═════ Source data ═════

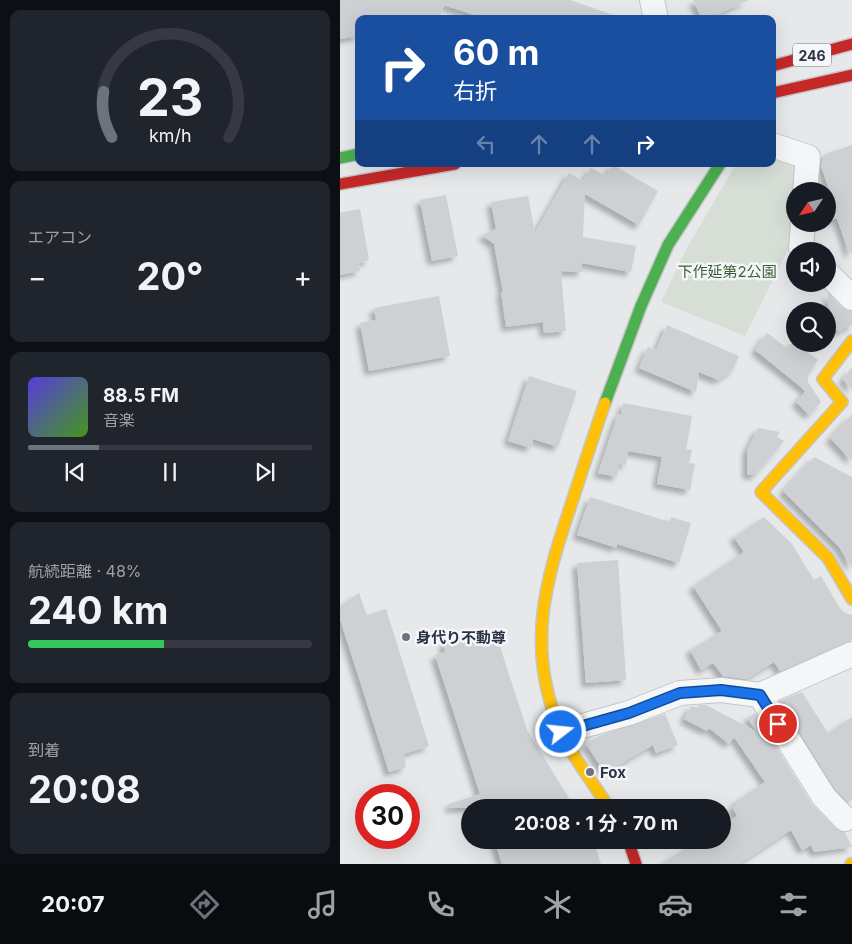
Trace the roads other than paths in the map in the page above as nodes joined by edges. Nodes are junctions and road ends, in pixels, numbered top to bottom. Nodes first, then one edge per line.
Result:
1 (652, 0) edge
2 (655, 15) edge
3 (852, 44) edge
4 (776, 65) edge
5 (847, 79) edge
6 (776, 92) edge
7 (776, 147) edge
8 (355, 155) edge
9 (340, 158) edge
10 (438, 167) edge
11 (718, 167) edge
12 (806, 182) edge
13 (340, 184) edge
14 (836, 282) edge
15 (852, 298) edge
16 (852, 341) edge
17 (852, 599) edge
18 (852, 654) edge
19 (760, 695) junction
20 (561, 732) junction
21 (603, 799) edge
22 (846, 820) dead end
23 (631, 849) edge
24 (636, 864) edge

1 - 2 street
3 - 4 main road, 246
5 - 6 main road, 246
7 - 12 street
8 - 9 main road
10 - 13 main road
11 - 20 main road
14 - 15 street
16 - 17 main road
18 - 19 street
19 - 20 street
19 - 22 street
20 - 21 main road
23 - 24 main road

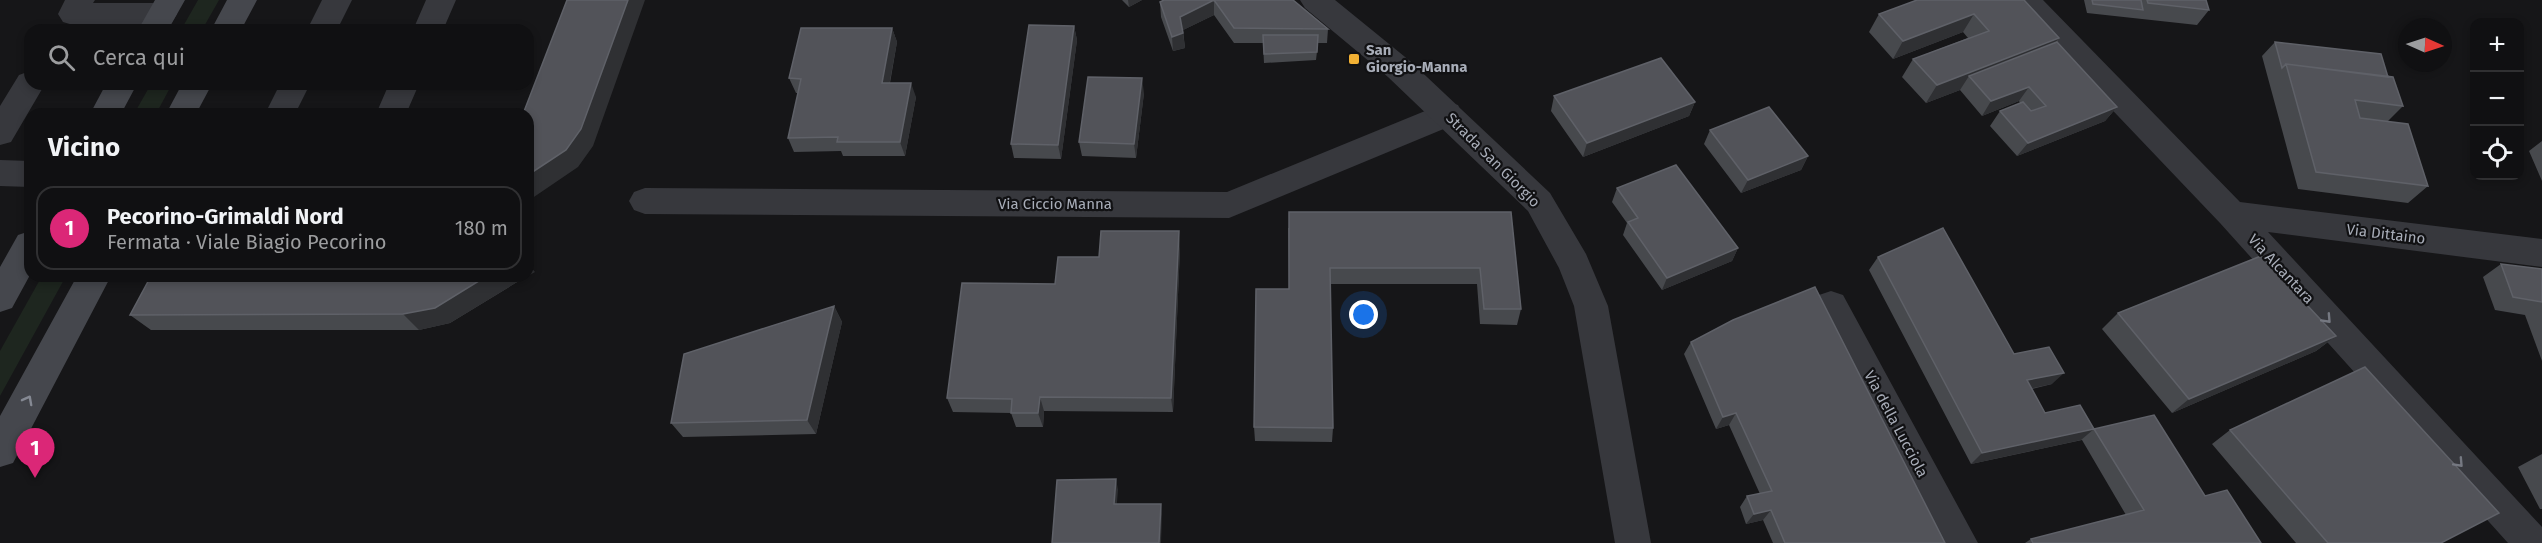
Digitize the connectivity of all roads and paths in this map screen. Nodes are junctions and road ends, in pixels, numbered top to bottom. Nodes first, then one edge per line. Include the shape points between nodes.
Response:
1 (242, 0) edge
2 (337, 0) edge
3 (441, 0) edge
4 (1314, 0) edge
5 (2025, 0) edge
6 (72, 15) edge
7 (162, 15) edge
8 (229, 24) edge
9 (325, 24) edge
10 (431, 24) edge
11 (26, 90) edge
12 (119, 90) edge
13 (194, 90) edge
14 (292, 90) edge
15 (401, 90) edge
16 (108, 108) edge
17 (184, 108) edge
18 (283, 108) edge
19 (394, 108) edge
20 (1447, 114) junction
21 (0, 133) edge
22 (0, 173) edge
23 (24, 174) edge
24 (645, 201) dead end
25 (2231, 214) junction
26 (2542, 253) edge
27 (24, 256) edge
28 (91, 282) edge
29 (0, 298) edge
30 (1831, 305) dead end
31 (0, 451) edge
32 (1633, 543) edge
33 (1960, 543) edge
34 (2532, 543) edge

1 - 8 main road
2 - 9 street
3 - 10 street
4 - 20 street, Strada San Giorgio
5 - 25 street, Via Alcantara
6 - 7 street
11 - 21 street
12 - 16 main road
13 - 17 main road
14 - 18 street
15 - 19 street
20 - 24 street, Via Ciccio Manna via 1229,205
20 - 32 street, Strada San Giorgio via 1539,202 1574,264 1592,306
22 - 23 street
25 - 26 street, Via Dittaino
25 -> 34 street, Via Alcantara
27 - 29 main road
31 -> 28 main road
30 - 33 street, Via della Lucciola

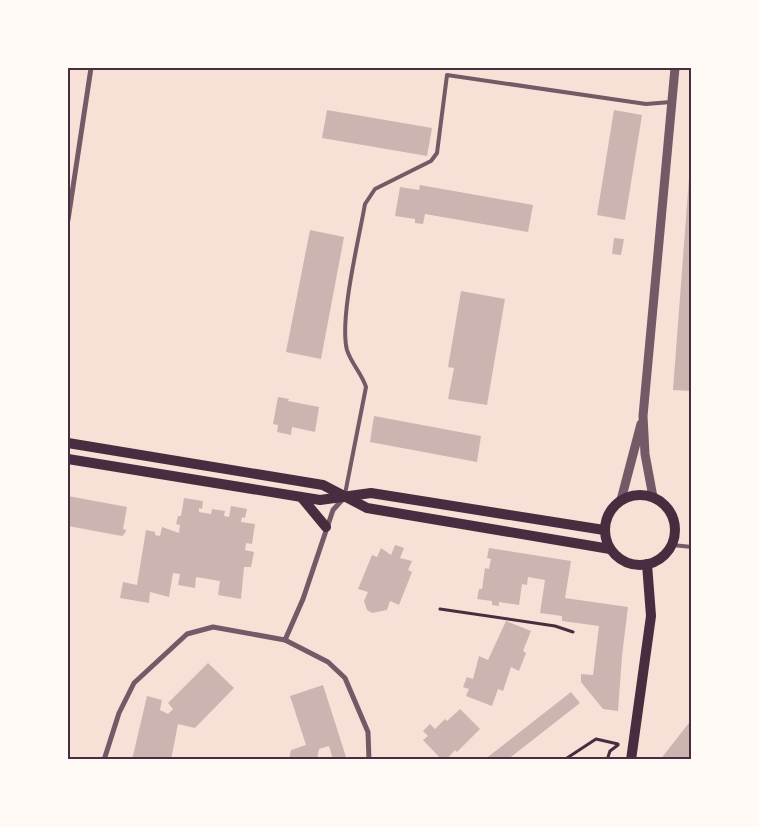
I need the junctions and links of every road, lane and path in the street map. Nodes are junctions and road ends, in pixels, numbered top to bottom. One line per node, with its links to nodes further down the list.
1 (91, 68): 4 (street)
2 (675, 68): 3 (street)
3 (672, 102): 5 (street); 8 (lane)
4 (68, 220)
5 (643, 416): 9 (street); 11 (street)
6 (68, 443): 8 (main road)
7 (68, 458): 10 (main road)
8 (345, 496): 10 (main road); 12 (street); 13 (main road); 16 (main road)
9 (653, 497): 11 (main road); 14 (main road)
10 (302, 498): 12 (main road)
11 (621, 500): 13 (main road)
12 (326, 527): 20 (street)
13 (604, 530): 16 (main road)
14 (672, 545): 15 (lane); 17 (main road)
15 (692, 547)
16 (610, 549): 17 (main road)
17 (647, 564): 25 (main road)
18 (440, 609): 19 (path)
19 (573, 632)
20 (284, 640): 22 (street); 23 (street)
21 (618, 744): 24 (path)
22 (104, 760)
23 (369, 760)
24 (564, 760)
25 (631, 760)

═════

* _What to do_
Your copy should hold every record word for word and none of the pictures.

* _Exercise solution_
Trace the roads other than paths in the map in the page above as nodes joined by edges. Nodes are junctions and road ends, in pixels, numbered top to bottom. Nodes first, then one edge per line.
Result:
1 (652, 0) edge
2 (655, 15) edge
3 (852, 44) edge
4 (776, 65) edge
5 (847, 79) edge
6 (776, 92) edge
7 (776, 147) edge
8 (355, 155) edge
9 (340, 158) edge
10 (438, 167) edge
11 (718, 167) edge
12 (806, 182) edge
13 (340, 184) edge
14 (836, 282) edge
15 (852, 298) edge
16 (852, 341) edge
17 (852, 599) edge
18 (852, 654) edge
19 (760, 695) junction
20 (561, 732) junction
21 (603, 799) edge
22 (846, 820) dead end
23 (631, 849) edge
24 (636, 864) edge

1 - 2 street
3 - 4 main road, 246
5 - 6 main road, 246
7 - 12 street
8 - 9 main road
10 - 13 main road
11 - 20 main road
14 - 15 street
16 - 17 main road
18 - 19 street
19 - 20 street
19 - 22 street
20 - 21 main road
23 - 24 main road

Digitize the connectivity of all roads and paths in this map screen. Nodes are junctions and road ends, in pixels, numbered top to bottom. Nodes first, then one edge per line. Include the shape points between nodes.
Response:
1 (242, 0) edge
2 (337, 0) edge
3 (441, 0) edge
4 (1314, 0) edge
5 (2025, 0) edge
6 (72, 15) edge
7 (162, 15) edge
8 (229, 24) edge
9 (325, 24) edge
10 (431, 24) edge
11 (26, 90) edge
12 (119, 90) edge
13 (194, 90) edge
14 (292, 90) edge
15 (401, 90) edge
16 (108, 108) edge
17 (184, 108) edge
18 (283, 108) edge
19 (394, 108) edge
20 (1447, 114) junction
21 (0, 133) edge
22 (0, 173) edge
23 (24, 174) edge
24 (645, 201) dead end
25 (2231, 214) junction
26 (2542, 253) edge
27 (24, 256) edge
28 (91, 282) edge
29 (0, 298) edge
30 (1831, 305) dead end
31 (0, 451) edge
32 (1633, 543) edge
33 (1960, 543) edge
34 (2532, 543) edge

1 - 8 main road
2 - 9 street
3 - 10 street
4 - 20 street, Strada San Giorgio
5 - 25 street, Via Alcantara
6 - 7 street
11 - 21 street
12 - 16 main road
13 - 17 main road
14 - 18 street
15 - 19 street
20 - 24 street, Via Ciccio Manna via 1229,205
20 - 32 street, Strada San Giorgio via 1539,202 1574,264 1592,306
22 - 23 street
25 - 26 street, Via Dittaino
25 -> 34 street, Via Alcantara
27 - 29 main road
31 -> 28 main road
30 - 33 street, Via della Lucciola

I need the junctions and links of every road, lane and path in the street map. Nodes are junctions and road ends, in pixels, numbered top to bottom. One line per node, with its links to nodes further down the list.
1 (91, 68): 4 (street)
2 (675, 68): 3 (street)
3 (672, 102): 5 (street); 8 (lane)
4 (68, 220)
5 (643, 416): 9 (street); 11 (street)
6 (68, 443): 8 (main road)
7 (68, 458): 10 (main road)
8 (345, 496): 10 (main road); 12 (street); 13 (main road); 16 (main road)
9 (653, 497): 11 (main road); 14 (main road)
10 (302, 498): 12 (main road)
11 (621, 500): 13 (main road)
12 (326, 527): 20 (street)
13 (604, 530): 16 (main road)
14 (672, 545): 15 (lane); 17 (main road)
15 (692, 547)
16 (610, 549): 17 (main road)
17 (647, 564): 25 (main road)
18 (440, 609): 19 (path)
19 (573, 632)
20 (284, 640): 22 (street); 23 (street)
21 (618, 744): 24 (path)
22 (104, 760)
23 (369, 760)
24 (564, 760)
25 (631, 760)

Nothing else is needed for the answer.